1. BÜYÜME TEORİLERİ, KAVRAMSAL VE KURAMSAL ARKA PLAN

1.3. KLASİK BÜYÜME TEORİLERİ

Klasik İktisat, 18 yy. başlarında Adam Smith öncülüğünde ekonomi literatürüne kazandırılmış bir iktisadi akımdır. Daha sonraları R. Malthus, D. Ricardo, J. B. Say, J. Mill gibi iktisatçıların katkıları ile iktisat tarihine damga vuran bir okul halini almıştır.

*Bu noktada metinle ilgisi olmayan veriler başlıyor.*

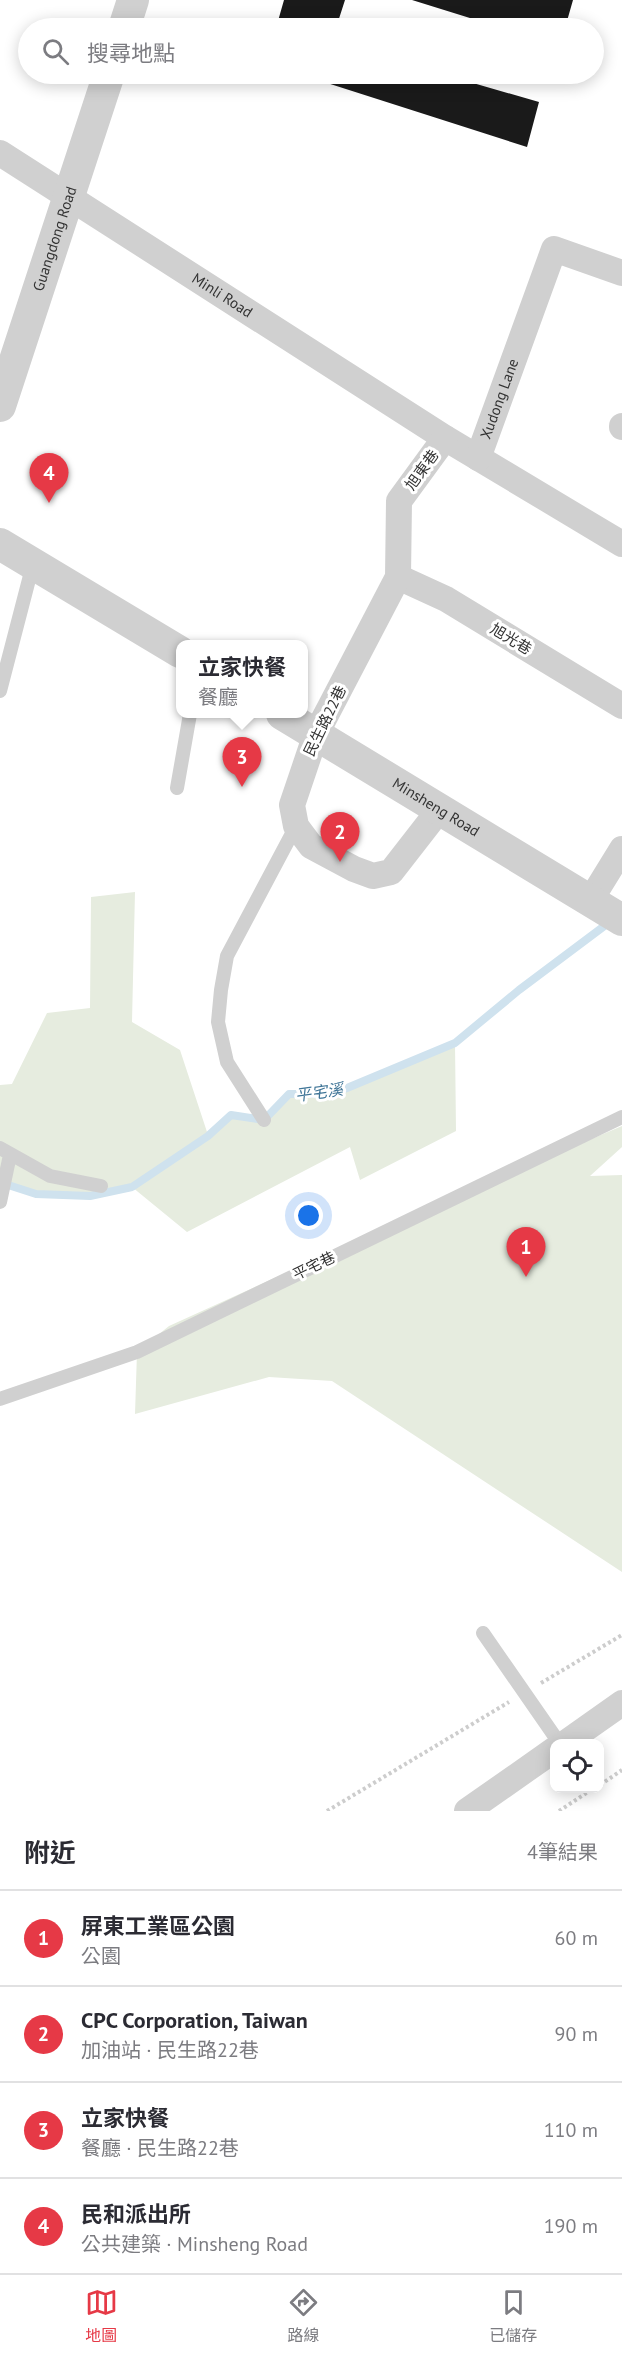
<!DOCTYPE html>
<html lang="zh-TW">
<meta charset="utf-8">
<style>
:root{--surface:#fff;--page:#f2f2f3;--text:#2b2b33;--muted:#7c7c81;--line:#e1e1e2;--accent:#e63946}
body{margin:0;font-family:"PT Sans","Noto Sans TC",sans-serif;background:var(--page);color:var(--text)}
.controls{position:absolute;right:18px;bottom:18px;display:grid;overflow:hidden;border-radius:12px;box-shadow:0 3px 15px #0003}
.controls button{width:54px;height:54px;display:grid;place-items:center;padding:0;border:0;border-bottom:2px solid var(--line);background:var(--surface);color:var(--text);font:30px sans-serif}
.you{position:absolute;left:309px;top:1216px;width:21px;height:21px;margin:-15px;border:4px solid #fff;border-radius:50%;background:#1a73e8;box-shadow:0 0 0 9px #1a73e833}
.badge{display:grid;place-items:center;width:39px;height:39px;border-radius:50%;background:var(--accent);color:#fff;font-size:20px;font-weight:700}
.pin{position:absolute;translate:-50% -50px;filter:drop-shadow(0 2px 3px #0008)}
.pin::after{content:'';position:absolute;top:32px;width:21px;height:18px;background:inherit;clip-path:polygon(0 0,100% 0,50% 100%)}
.popup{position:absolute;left:176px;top:640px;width:132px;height:78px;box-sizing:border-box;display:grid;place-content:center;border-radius:12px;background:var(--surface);filter:drop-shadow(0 2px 4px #0005);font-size:20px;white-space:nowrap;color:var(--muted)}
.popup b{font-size:22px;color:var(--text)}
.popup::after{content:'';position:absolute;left:50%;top:100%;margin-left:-12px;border:12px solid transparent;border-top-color:var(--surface)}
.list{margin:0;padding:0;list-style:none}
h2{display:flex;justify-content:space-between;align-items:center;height:78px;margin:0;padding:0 24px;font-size:26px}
h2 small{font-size:20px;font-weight:400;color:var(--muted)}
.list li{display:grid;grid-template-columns:39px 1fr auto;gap:18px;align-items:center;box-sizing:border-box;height:96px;padding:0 24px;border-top:2px solid var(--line)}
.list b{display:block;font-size:22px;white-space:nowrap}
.list p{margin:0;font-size:20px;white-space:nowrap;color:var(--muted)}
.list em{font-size:20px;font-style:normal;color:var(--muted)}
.icon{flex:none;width:33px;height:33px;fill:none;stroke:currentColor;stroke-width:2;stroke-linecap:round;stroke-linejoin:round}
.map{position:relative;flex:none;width:622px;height:1811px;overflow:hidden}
.search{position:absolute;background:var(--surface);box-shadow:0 3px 15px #0003;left:18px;right:18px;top:18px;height:66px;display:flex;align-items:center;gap:15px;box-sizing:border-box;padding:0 21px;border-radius:33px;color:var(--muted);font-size:22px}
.sheet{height:462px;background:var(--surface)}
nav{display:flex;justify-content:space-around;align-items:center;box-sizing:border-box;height:84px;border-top:2px solid var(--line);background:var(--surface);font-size:16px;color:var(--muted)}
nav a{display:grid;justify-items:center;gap:3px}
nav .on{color:var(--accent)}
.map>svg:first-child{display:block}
.green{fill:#e6ecdf}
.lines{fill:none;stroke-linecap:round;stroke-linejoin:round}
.stream{stroke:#cfe2ee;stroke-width:8}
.building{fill:#1a1a1a}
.path{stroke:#cdcdcd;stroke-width:4;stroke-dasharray:3 3;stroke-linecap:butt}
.service{stroke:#d0d0d0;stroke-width:14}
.minor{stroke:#d0d0d0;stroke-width:26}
.tertiary{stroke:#d0d0d0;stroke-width:32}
.labels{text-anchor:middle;stroke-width:6;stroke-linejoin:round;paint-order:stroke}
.street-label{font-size:15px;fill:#333;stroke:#fff}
.water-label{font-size:16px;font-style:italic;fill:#3f7597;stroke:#fff}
</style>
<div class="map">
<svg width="622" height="1811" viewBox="0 0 622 1811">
<rect width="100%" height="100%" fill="#fff"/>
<path class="green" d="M 135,892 L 132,1022 L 180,1050 L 208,1135 L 231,1115 L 264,1120 L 289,1094 L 322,1094 L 347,1088 L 455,1043 L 456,1131 L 360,1180 L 350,1147 L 187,1232 L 132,1187 C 87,1197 41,1203 0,1178 L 0,1085 L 12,1084 L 47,1013 L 90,1008 L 91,897 Z
M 622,1126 L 622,1147 L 590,1176 L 622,1175 L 622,1572 L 332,1381 L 269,1377 L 135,1414 L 137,1352 L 169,1326 L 413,1215 Z"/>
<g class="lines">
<path class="stream" d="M 2,1183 L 36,1194 L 90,1196 L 132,1187 L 208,1136 L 231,1115 L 264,1120 L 289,1094 L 322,1094 L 347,1088 L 455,1043 L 519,990 L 611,921"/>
</g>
<path class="building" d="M 284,0 L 345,0 L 336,28 L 276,28 Z
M 412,0 L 573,0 L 565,28 L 502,28 Z
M 299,74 L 442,74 L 539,102 L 527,147 Z"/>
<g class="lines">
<path class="path" d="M 541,1683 L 622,1635
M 600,1785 L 622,1770
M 327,1811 L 509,1702
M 559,1811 L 594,1788"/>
<path class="service" d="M 0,691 L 33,564
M 177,788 L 190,714
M 264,1120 L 227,1062 L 218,1022 L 221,990 L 227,956 L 296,826
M 0,1148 L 50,1176 L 101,1186
M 0,1202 L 10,1155
M 0,1399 L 137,1352 L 622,1117
M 483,1633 L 560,1744"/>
<g class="minor">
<path id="s1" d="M 0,153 L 445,438 L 622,544"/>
<path d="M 622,427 L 622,426"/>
<path id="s2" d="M 478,458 L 554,249 L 622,273"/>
<path d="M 398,577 L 446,599 L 622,706"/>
<path d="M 440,809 L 391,872 L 373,876 L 354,869 L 311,846 L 296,826 L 292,805 L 316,734 L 398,577 L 399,501 L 445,438"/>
<path d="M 590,901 L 622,849"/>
<path d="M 564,1744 L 622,1703"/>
<path d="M 467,1811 L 554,1750"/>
</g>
<g class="tertiary">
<path d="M 124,28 L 133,0"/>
<path id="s3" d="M 0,406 L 109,74"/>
<path d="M 0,544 L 180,652"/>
<path id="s4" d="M 282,714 L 622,920"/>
</g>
</g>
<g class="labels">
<g class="street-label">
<text dy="5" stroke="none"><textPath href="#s3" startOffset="176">Guangdong Road</textPath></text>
<text dy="5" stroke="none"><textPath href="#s1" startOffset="264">Minli Road</textPath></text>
<text dy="5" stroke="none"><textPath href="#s2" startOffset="63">Xudong Lane</textPath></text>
<text transform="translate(422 470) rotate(-54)" y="5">旭東巷</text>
<text transform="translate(511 639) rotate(31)" y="5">旭光巷</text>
<text transform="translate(325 721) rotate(-64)" y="5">民生路22巷</text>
<text dy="5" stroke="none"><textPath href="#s4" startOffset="180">Minsheng Road</textPath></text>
<text transform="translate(314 1266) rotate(-26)" y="5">平宅巷</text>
</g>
<g class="water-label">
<text transform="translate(319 1092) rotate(-8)" y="6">平宅溪</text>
</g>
</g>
</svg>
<div class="controls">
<button><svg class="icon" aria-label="locate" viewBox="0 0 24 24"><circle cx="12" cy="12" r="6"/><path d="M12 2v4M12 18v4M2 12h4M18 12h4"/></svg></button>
</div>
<div class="you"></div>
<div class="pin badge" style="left:526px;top:1277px">1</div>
<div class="pin badge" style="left:340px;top:862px">2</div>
<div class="pin badge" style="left:242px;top:787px">3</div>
<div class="popup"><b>立家快餐</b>餐廳</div>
<div class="pin badge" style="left:49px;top:503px">4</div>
<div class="search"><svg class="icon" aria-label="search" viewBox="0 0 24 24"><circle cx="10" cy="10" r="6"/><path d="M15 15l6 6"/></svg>搜尋地點</div>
</div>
<section class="sheet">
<h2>附近<small>4筆結果</small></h2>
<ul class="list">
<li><span class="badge">1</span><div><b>屏東工業區公園</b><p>公園</p></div><em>60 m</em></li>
<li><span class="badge">2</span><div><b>CPC Corporation, Taiwan</b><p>加油站 · 民生路22巷</p></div><em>90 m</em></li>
<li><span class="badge">3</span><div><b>立家快餐</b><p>餐廳 · 民生路22巷</p></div><em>110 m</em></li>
<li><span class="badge">4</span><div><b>民和派出所</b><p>公共建築 · Minsheng Road</p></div><em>190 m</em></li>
</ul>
</section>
<nav>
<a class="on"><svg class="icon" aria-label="map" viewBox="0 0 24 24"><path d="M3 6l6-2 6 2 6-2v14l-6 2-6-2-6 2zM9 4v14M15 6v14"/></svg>地圖</a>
<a><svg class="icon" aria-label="directions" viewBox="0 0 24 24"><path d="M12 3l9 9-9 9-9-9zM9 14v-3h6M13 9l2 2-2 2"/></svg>路線</a>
<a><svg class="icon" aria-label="saved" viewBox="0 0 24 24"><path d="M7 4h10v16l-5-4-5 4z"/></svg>已儲存</a>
</nav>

Klasik okul, iktisat tartışmalarına yeni bir yön vermekle beraber, kendinden önceki Merkantilist gelenek ve Fizyokrasi okulunun başlattığı araştırmaların bir uzantısı niteliğinde çalışmalar yapmıştır. Klasikler, ekonomide yaratılan artı değerin kaynağı ile ilgili tartışmaları sürdürmüş ve bir önceki görüşlerden farklı bir sonuca ulaşmışlardır. Buna göre, artı değerin kaynağı başta sanayi üretimi olmak üzere her türlü üretimdir (Bocutoğlu, 2012: 57). Bu bağlamda, Klasik okul için ekonomik büyümenin kaynağı her türlü mal ve hizmet üretiminin artırılmasıdır.

Batı Avrupa ve özellikle İngiltere’de yaşanan sanayi devrimi ile birlikte kendini gösteren hızlı ekonomik büyüme, dikkat çeken bir hal almaya başlamış ve kuramsal olarak irdelenmesini de beraberinde getirmiştir. Adam Smith tarafından Klasik iktisadın temelinin atıldığı bir döneme denk gelen hızlı ekonomik büyüme olgusu, daha sonra David Ricardo tarafından sistematik olarak ele alındığından, Klasik

iktisat bir anlamda büyüme iktisadı olarak adlandırılabilir (Atılgan ve Köksal, 2010:

367).

Klasik okul temsilcileri, iktisadi büyümeye ilişkin analizlerinde farklı yaklaşımlar sergilese de Klasik büyüme teorisinin temel varsayımları şunlardır (Johansen, 1987: 219):

• İstihdam ekonomideki sermaye miktarı tarafından belirlenir.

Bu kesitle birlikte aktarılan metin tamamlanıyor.